--- Your instructions ---
Show every line of the records below that contains the word "dead".

Dataset items:
··········

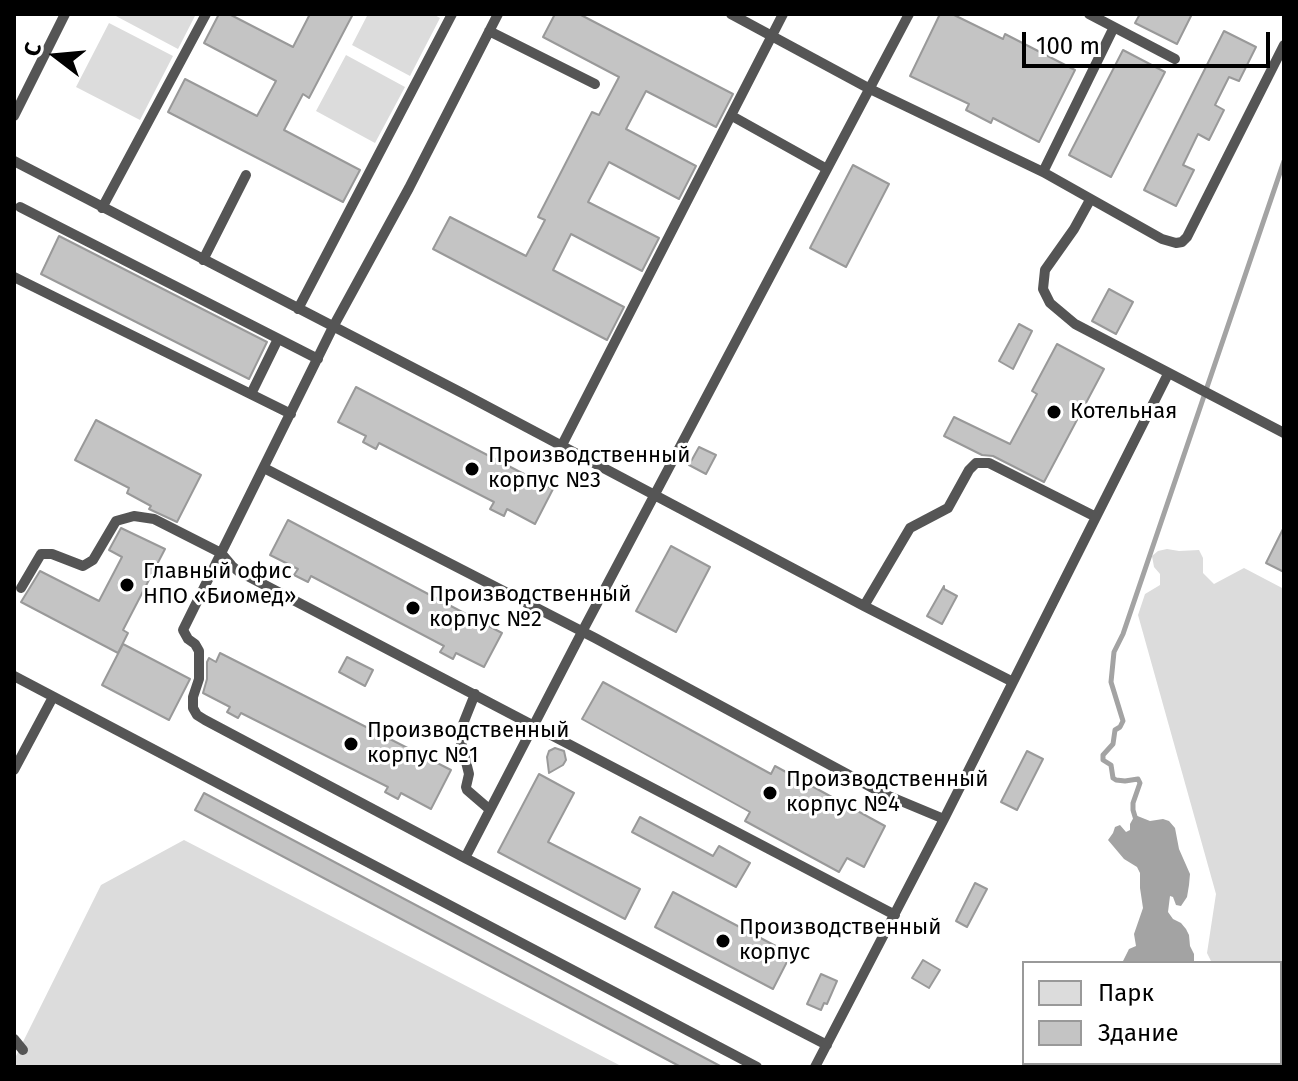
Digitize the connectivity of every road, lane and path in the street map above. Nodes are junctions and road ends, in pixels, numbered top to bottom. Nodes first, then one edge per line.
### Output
1 (65, 14) edge
2 (206, 14) edge
3 (452, 14) edge
4 (498, 14) edge
5 (731, 14) edge
6 (783, 14) edge
7 (909, 14) edge
8 (1089, 14) edge
9 (1114, 27) junction
10 (489, 31) junction
11 (772, 36) junction
12 (1284, 45) edge
13 (1175, 59) dead end
14 (595, 84) dead end
15 (870, 89) junction
16 (14, 116) edge
17 (732, 116) junction
18 (14, 161) edge
19 (827, 169) junction
20 (1043, 172) junction
21 (246, 175) dead end
22 (1090, 200) junction
23 (20, 207) dead end
24 (102, 208) junction
25 (203, 260) junction
26 (14, 277) edge
27 (298, 309) junction
28 (333, 327) junction
29 (278, 339) junction
30 (318, 359) junction
31 (1168, 374) junction
32 (251, 394) junction
33 (291, 414) junction
34 (1284, 433) edge
35 (562, 445) junction
36 (264, 468) junction
37 (656, 495) junction
38 (1096, 517) junction
39 (221, 553) junction
40 (21, 588) dead end
41 (864, 606) junction
42 (582, 632) junction
43 (14, 676) edge
44 (1013, 682) junction
45 (475, 694) junction
46 (53, 697) junction
47 (533, 725) junction
48 (14, 770) edge
49 (489, 809) junction
50 (944, 819) junction
51 (465, 858) junction
52 (895, 915) junction
53 (14, 1039) edge
54 (827, 1045) junction
55 (23, 1050) dead end
56 (757, 1067) edge
57 (815, 1067) edge

1 - 16 lane
2 - 24 lane
3 - 27 lane
4 - 10 lane
5 - 11 lane
6 - 11 lane
7 - 15 lane
8 - 9 lane
9 - 13 lane
9 - 20 lane
10 - 14 lane
10 - 28 lane
11 - 15 lane
11 - 17 lane
12 - 22 lane
15 - 19 lane
15 - 20 lane
17 - 19 lane
17 - 35 lane
18 - 24 lane
19 - 37 lane
20 - 22 lane
21 - 25 lane
22 - 31 lane
23 - 29 lane
24 - 25 lane
25 - 27 lane
26 - 32 lane
27 - 28 lane
28 - 30 lane
28 - 35 lane
29 - 30 lane
29 - 32 lane
30 - 33 lane
31 - 34 lane
31 - 38 lane
32 - 33 lane
33 - 36 lane
35 - 37 lane
36 - 39 lane
36 - 42 lane
37 - 41 lane
37 - 42 lane
38 - 41 lane
38 - 44 lane
39 - 40 lane
39 - 45 lane
39 - 51 lane
41 - 44 lane
42 - 47 lane
42 - 50 lane
43 - 46 lane
44 - 50 lane
45 - 47 lane
45 - 49 lane
46 - 48 lane
46 - 56 lane
47 - 49 lane
47 - 52 lane
49 - 51 lane
50 - 52 lane
51 - 54 lane
52 - 54 lane
53 - 55 lane
54 - 57 lane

··········

--- Written solution ---
13 (1175, 59) dead end
14 (595, 84) dead end
21 (246, 175) dead end
23 (20, 207) dead end
40 (21, 588) dead end
55 (23, 1050) dead end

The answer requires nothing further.